The winner is Dr. Thursday!
O Secret Trinity
For thou hast possessed my reins: thou hast protected me from my mother's womb. I will praise thee, for thou art fearfully magnified: wonderful are thy works, and my soul knoweth right well. My bone is not hidden from thee, which thou hast made in secret: and my substance in the lower parts of the earth. Thy eyes did see my imperfect being, and in thy book all shall be written... [Ps 138:13-16]
There are three broad classes of the special things in which human wisdom does permit privacy... GKC ILN Aug 10 1907 CW27:524
I myself am a mortal man, like all others, and of the race of him, that was first made of the earth, and in the womb of my mother I was fashioned to be flesh.
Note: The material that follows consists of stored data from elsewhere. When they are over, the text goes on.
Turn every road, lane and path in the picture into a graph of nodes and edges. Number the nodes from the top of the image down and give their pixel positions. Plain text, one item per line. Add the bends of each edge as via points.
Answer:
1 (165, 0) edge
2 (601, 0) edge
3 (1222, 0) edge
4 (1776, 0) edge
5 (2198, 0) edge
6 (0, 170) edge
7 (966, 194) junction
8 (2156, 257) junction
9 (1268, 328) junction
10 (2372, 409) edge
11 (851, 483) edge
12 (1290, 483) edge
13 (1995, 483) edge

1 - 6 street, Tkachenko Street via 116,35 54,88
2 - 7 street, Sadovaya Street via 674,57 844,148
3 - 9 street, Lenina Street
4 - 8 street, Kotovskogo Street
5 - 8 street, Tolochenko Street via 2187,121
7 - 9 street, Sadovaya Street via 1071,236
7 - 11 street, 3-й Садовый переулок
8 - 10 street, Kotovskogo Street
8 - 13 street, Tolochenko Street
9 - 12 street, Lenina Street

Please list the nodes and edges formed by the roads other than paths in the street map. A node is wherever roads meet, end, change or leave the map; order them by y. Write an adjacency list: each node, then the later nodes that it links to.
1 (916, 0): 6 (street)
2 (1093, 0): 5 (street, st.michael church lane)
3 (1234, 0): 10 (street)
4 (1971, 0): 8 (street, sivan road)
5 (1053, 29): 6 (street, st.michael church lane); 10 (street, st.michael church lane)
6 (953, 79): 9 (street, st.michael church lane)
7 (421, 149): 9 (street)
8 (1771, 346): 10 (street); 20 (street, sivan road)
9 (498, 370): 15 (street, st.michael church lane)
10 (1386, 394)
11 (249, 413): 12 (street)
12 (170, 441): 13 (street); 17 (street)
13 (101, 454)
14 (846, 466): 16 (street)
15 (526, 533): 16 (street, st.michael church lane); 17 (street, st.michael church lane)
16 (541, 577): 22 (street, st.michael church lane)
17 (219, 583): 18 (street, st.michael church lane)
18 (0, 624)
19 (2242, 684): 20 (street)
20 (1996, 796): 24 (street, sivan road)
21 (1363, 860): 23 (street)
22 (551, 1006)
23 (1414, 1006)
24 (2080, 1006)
In the time of ten months I was compacted in blood... [Wisdom 7:1-2]
The average time for delivery is ten lunar months, or 280 days.
[Arey, Developmental Anatomy 105]
That hilltop sign, the cross of wood, does teach
In rejection, reality is known.
And, too, it signs a linking part of speech,
In plain addition hides this royal throne:
A yoke of two to plow, seeds to be sown,
A fruitful field where words shall be enclayed,
The good wine poured hints loud of acts unshown...
Our flesh and bone in secrecy was made.
That tree of truth, that truth is one does preach:
How Pi, by love, ascends to Theta's zone,
And Theta, wisely, down to Pi must reach.
From heaven's height a mighty wind has blown:
The sole-begotten from the grave has flown.
Thus we seek those laws which must be obeyed:
The truth uniting seed and star and stone...
Our flesh and bone in secrecy was made.
He Who once glowed like some transcendent bleach,
Emmaus-bound, used a less blinding tone:
He gave his sidekicks clues to fill the breach,
The truth revealed, "how slow" they soon would moan.
The Master chides us too, warns still His own:
Advent will end, the truth will be displayed!
Watch, stay awake, your wits be sure to hone...
Our flesh and bone in secrecy was made.
Oh unborn Lord whose flesh and blood and bone
In secret grew as ten moons glowed and grayed,
Behold us made like you - adrift, alone...
Our flesh and bone in secrecy was made.
It gets bonus points for being a ballade -- a form I find quite difficult.
Then there's mine, which I am still not a huge fan of, but never did revise. Listen for the sentiment, not the scansion! I wrote it while driving home from work one day, very sore, with the baby kicking the guts out of me. (I must say, it is REALLY nice not to be pregnant! Babies are much more fun on the outside!) It uses a lot of allusion and sometimes straight-out quotes ... but T. S. Eliot did that too, so I don't think it (quite) counts as plagiarism. If you want I can cite my sources.
I wrap you in a silent inner ocean.
I hold you closer than the Spartan child’s fox:
You tear my vitals with your every motion.
I contain you in a mystery beyond speech.
I suffer the scars that only love repays;
The doppler hears two hearts beating, each to each.
I do not grudge you all this passing trouble.
There is a love that’s deeper than my tears.
I walk the earth with pulses that beat double.
5 comments:
Sheila, I like your poem. I like "a thousand natural shocks," with its nod to Hamlet, and I especially cherish the rhyme at the end of "all this passing trouble" and "pulses that beat double." Well done!
Dr Thursday, you are a virtuoso! (Didn't Yeats write something about "our stitching and unstitching is in vain unless our words seem but a moment's thought" [paraphrase]? Your ballade seems almost effortlessly fluent.) And I love the line about seed and star and stone.
(I did attempt to write something with this contest in mind, but the result was a tristful misadventure; so, I did not submit it.)
But I am glad -- nay, grateful -- to see these two fine poems!
I'd have guessed "Keats" if you'd run that quote at me (though you didn't... ) but I'm not gonna bet the farm on so much of my memory.
Hummmmm... "each to each..." is a plum of a picture --- oh! to each plums with impunity, but my mouth won't let me, alas.
I think I've digressed enough, now.
Every line people have liked is a quote: "two hearts beating each to each" is from Robert Browning, "Meeting at Night," and "pulses that beat double" is Elizabeth Barrett Browning, one of the Sonnets from the Portuguese. That's the charm of a cento or an Eliot-esque patchwork -- you get to borrow the cleverness of others. But it doesn't really count as my cleverness unless I used the quotes in a clever why. I did try to.
to "each" ... I meant "eat"... how the lines linger, like sticky plum juice... er... never mind.